Adonis : Chronique des branches / فروع المزمنة أدونيس

Publié le par antonio

Chronique des branches couverture

 

          Comme souvent,  ce recueil je l’ai acheté un peu par hasard, cela fait déjà plusieurs mois, en totale ignorance de la renommée de l’auteur.

             Il m’a fallu plusieurs tentatives de lecture avant de parvenir à m’approprier , partiellement, du sens de ces textes difficiles, probablement parce que dérangeants car, en même temps que les mots nous renvoient à notre intériorité, ils nous obligent à la confrontation avec l’autre jusqu’au point où le moi et l’autre se confondent, dans un jeu de miroirs diaboliquement déroutants.

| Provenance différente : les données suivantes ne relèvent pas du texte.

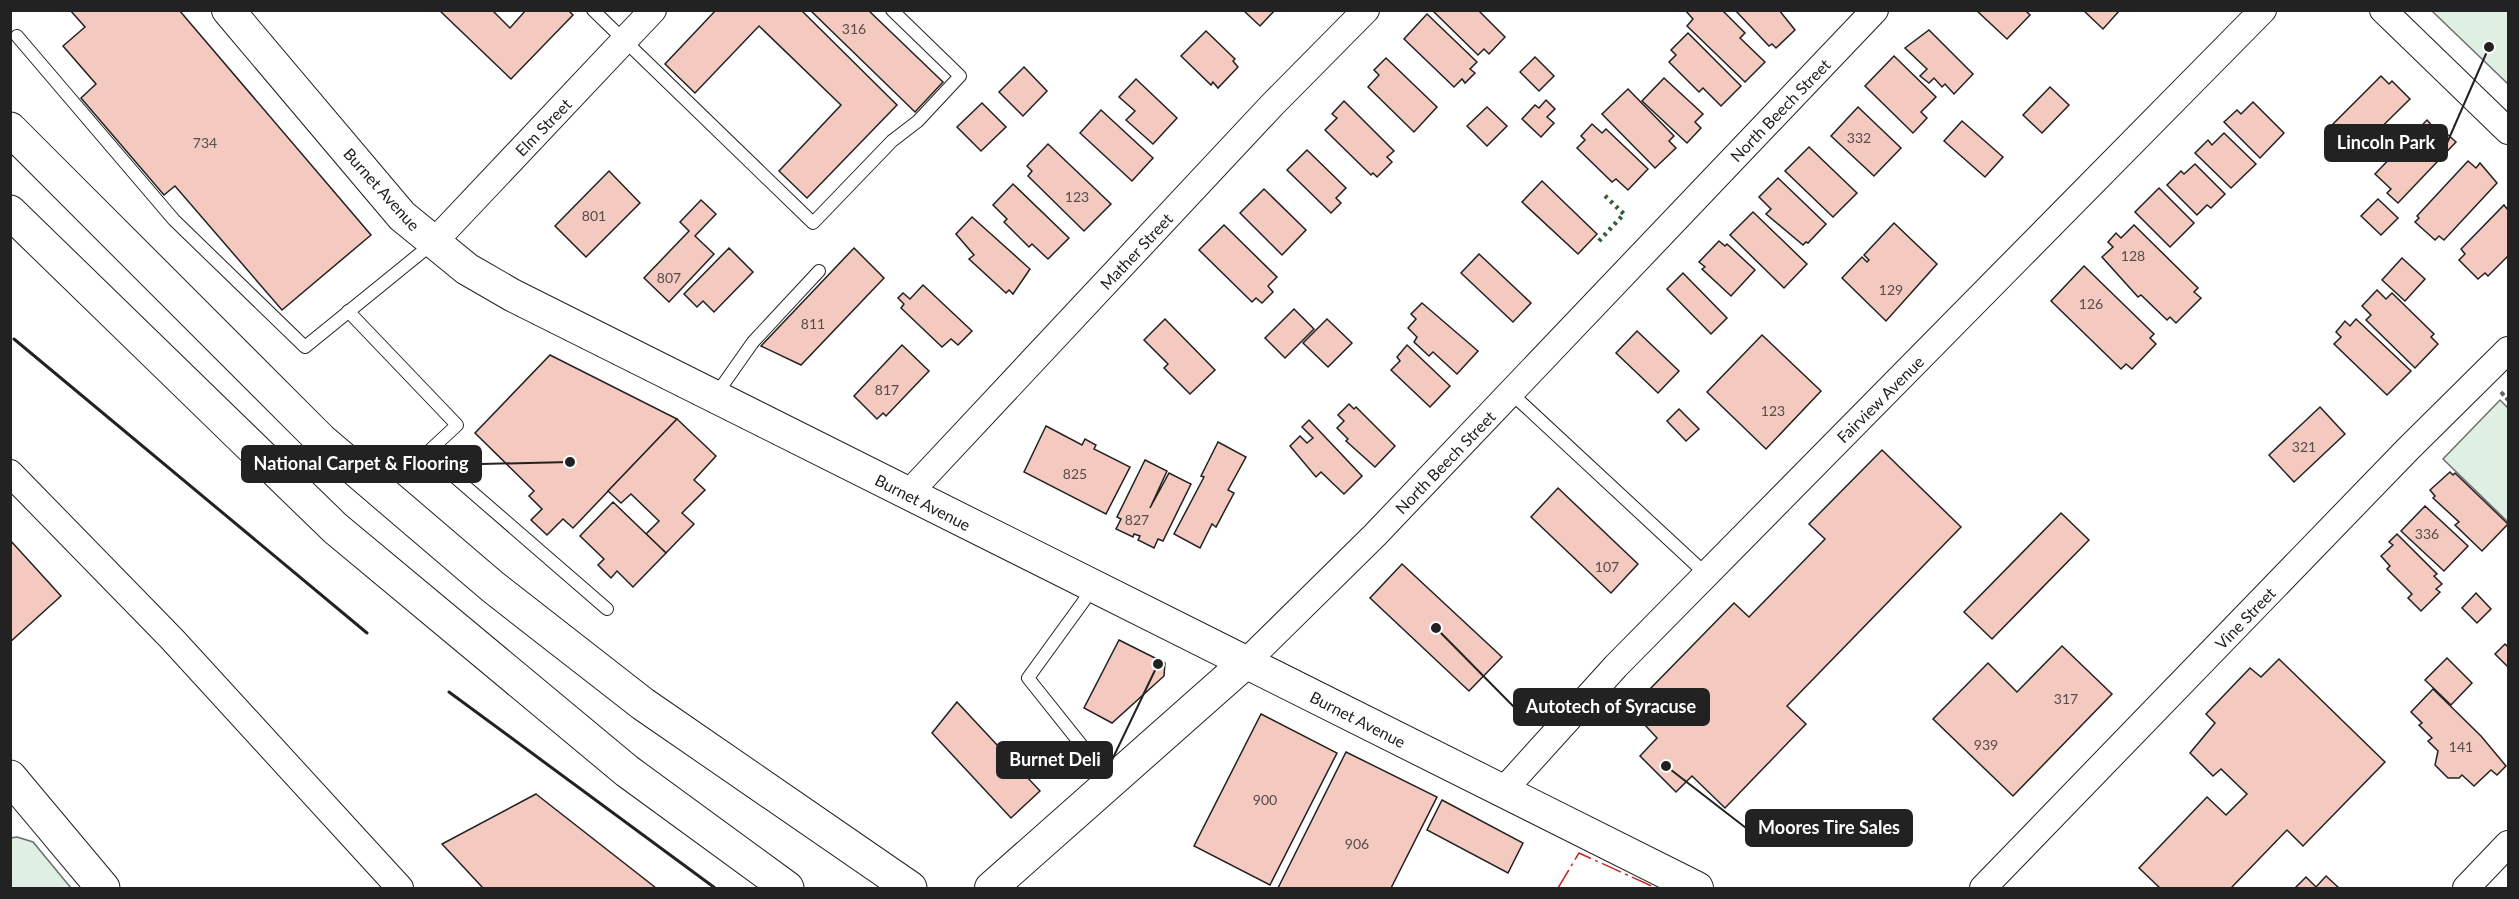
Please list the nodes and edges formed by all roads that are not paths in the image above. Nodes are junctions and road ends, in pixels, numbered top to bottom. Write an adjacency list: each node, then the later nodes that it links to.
1 (228, 10): 14 (street, Burnet Avenue)
2 (593, 10): 10 (lane)
3 (653, 10): 10 (street, Elm Street)
4 (892, 10): 10 (lane)
5 (1366, 10): 21 (street, Mather Street)
6 (1875, 10): 18 (street, North Beech Street)
7 (2263, 10): 22 (street, Fairview Avenue)
8 (2383, 10): 12 (street)
9 (17, 36): 16 (lane)
10 (625, 40): 14 (street, Elm Street)
11 (11, 129): 30 (main road)
12 (2508, 131)
13 (10, 212): 33 (main road)
14 (433, 243): 16 (lane); 19 (street, Burnet Avenue)
15 (819, 271): 19 (lane)
16 (348, 311): 24 (lane)
17 (2508, 350): 36 (street, Vine Street)
18 (1510, 393): 22 (lane); 25 (street, North Beech Street)
19 (714, 397): 21 (street, Burnet Avenue)
20 (10, 473): 32 (street)
21 (908, 494): 23 (street, Burnet Avenue)
22 (1707, 574): 28 (street, Fairview Avenue)
23 (1094, 587): 25 (street, Burnet Avenue); 26 (lane)
24 (607, 609)
25 (1245, 663): 26 (street, North Beech Street); 28 (street, Burnet Avenue)
26 (1111, 782): 34 (street, North Beech Street)
27 (13, 786): 31 (main road)
28 (1503, 792): 35 (street, Burnet Avenue)
29 (2508, 844): 37 (street)
30 (900, 883)
31 (103, 888)
32 (400, 888)
33 (787, 888)
34 (991, 888)
35 (1697, 888)
36 (1983, 888)
37 (2466, 888)

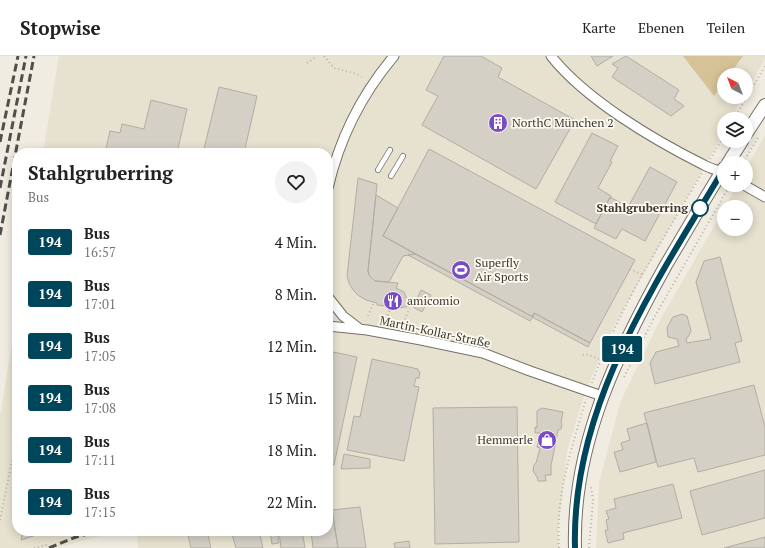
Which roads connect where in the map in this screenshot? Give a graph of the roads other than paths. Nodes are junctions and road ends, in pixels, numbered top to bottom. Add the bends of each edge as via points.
1 (394, 56) edge
2 (551, 56) edge
3 (765, 105) edge
4 (753, 123) edge
5 (390, 150) dead end
6 (402, 156) dead end
7 (717, 168) edge
8 (378, 170) dead end
9 (333, 171) edge
10 (392, 176) dead end
11 (717, 181) edge
12 (753, 190) edge
13 (765, 196) edge
14 (333, 303) edge
15 (333, 327) edge
16 (361, 330) junction
17 (602, 396) junction
18 (575, 548) edge

1 - 9 street via 369,91 346,131
2 - 7 street via 576,82 628,121 706,166
3 - 4 main road
5 - 8 lane
6 - 10 lane
11 - 17 main road via 644,304
12 - 13 street
14 - 16 street via 343,316
15 - 16 street, Martin-Kollar-Straße
16 - 17 street, Martin-Kollar-Straße via 483,353
17 - 18 main road via 584,454 576,500

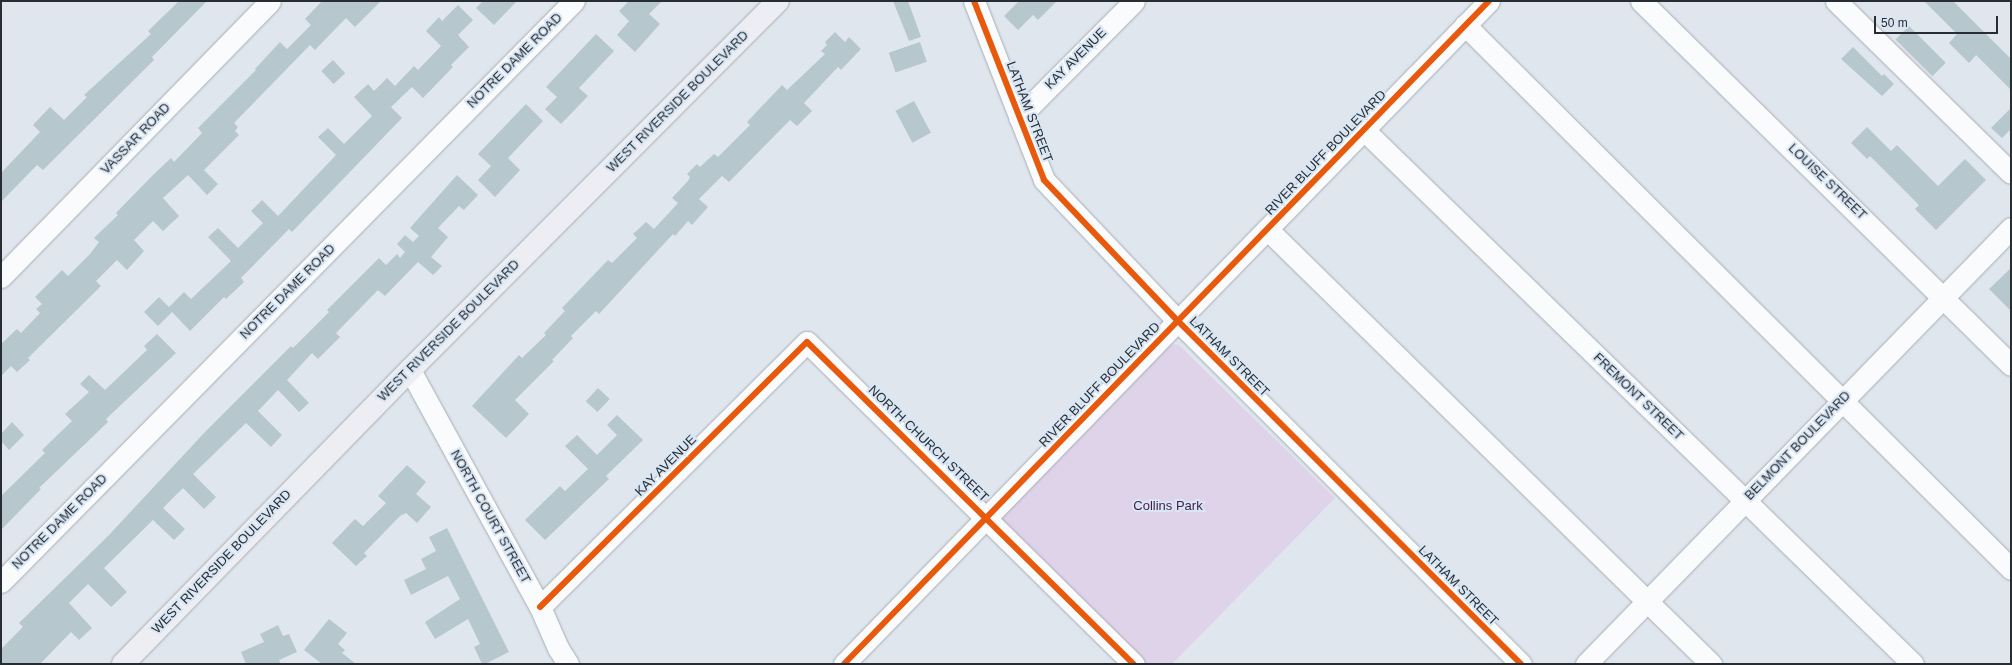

             A noter la belle présentation de Jacques Lacarrière et l’excellente postface de la traductrice, Anne Wade Minkowski, qui nous donne quelques clefs historiques et qui ouvre son texte avec cet ancien poème trouvé lors des fouilles à Qassabine en Syrie, non loin du lieu de naissance du poète.

 

             J’ai un message et je te le dirai

             J’ai un ordre et je le répéterai

             C’est le message de l’arbre

             Et le chuchotement de la pierre

             Le gémissement des cieux avec la terre

             Et de l’océan avec les étoiles

             Je créerai l’éclair pour que tu instruises les cieux

             Que tu fasses connaitre aux hommes le message

             Et que tu le fasses comprendre

             Aux foules qui peuplent la terre *

 

   *extrait d’un poème traduit de l’ougaritique par Charles Virolleaud et cité dans Ras-Shamra, ruines d’Ugarit, Beyrouth, 1954

     Pour les amis lecteurs de langue arabe j'ai reporté la photo du texte tel que calligraphié par l'auteur

 

أورفيوس ميرور

 

MIROIR POUR ORPHÉE

 

Ta lyre mélancolique, Orphée,

Ne peut changer notre levain.

Elle ne sait façonner pour la bien-aimée captive

Dans la cage des morts

Un lit d'amour alangui,

Ni bras ni tresses.

 

Orphée, il meurt, celui qui doit mourir,

Le temps qui court dans tes yeux

Trébuche, et entre tes mains

Se brise la lyre.

 

Je te vois maintenant, tête qui glisse

Entre les rives.

Toute fleur est chant

Et l'eau une voix.

 

Je t'entends maintenant, je t'aperçois,

Ombre libérée de son orbite

Inaugurant l'errance.

 

                 Page 13

 

Adonis miroir pour Orphée

 

طريق

 

LA ROUTEChronique des branches couverture 4me

La route est une femme

Qui a mis la main du voyageur

Dans celle de l'amant,

A rempli la paume de l'amant

De nostalgie et de coquillages,

 

                                                  Une femme,

                                                  Un rêve qu'une femme

                                                  a transformé

 

En barque étroite comme l'aile,

Revêtue de la rose des vents,

Oublieuse de son port.

 

            Page 15

 

Adonis la route

الحجارة

Les Pierres

                                III

 

Pierre qui protège le sein de la femme enceinte.

Pierre qui s'enivre,

Titube dans les cils du poète

Et devient tourterelle

Couchée dans les cils du poète.

Pierre qui veille et devient

Tenture suspendue autour du front du poète,

Devient nuage ...

                                IV

Guide-le, ô nuage,

Il ignore comment marcher, ô nuage,

Dans la spirale des ténèbres,

Et quand il s'élancera vers la lumière

Sur le versant secret dans la patrie du verbe,

Plus innocent que l'innocence de l'oiseau,

Un coup de fusil viendra l'abattre.

 

            Page 37

Adonis les pierres III et IV

 

 

مرآة المسار

فروع المزمنة

 

                            MIROIR DU CHEMIN,

                      CHRONIQUE DES BRANCHES

 

                                          I

Non pas l'estuaire des miroirs,

non pas la rose des vents.

Toute chose est une aile

ascendante dans mon sang,

dans les champs,

nageant dans l'orbite des saisons.

 

             J'ai fait de mon visage le frère de l'herbe

             et mes pas se sont livrés à la nostalgie

             des miroirs.

             J'ai vu les éléments pleurer, ouvrir

             entre nous la blessure fraternelle.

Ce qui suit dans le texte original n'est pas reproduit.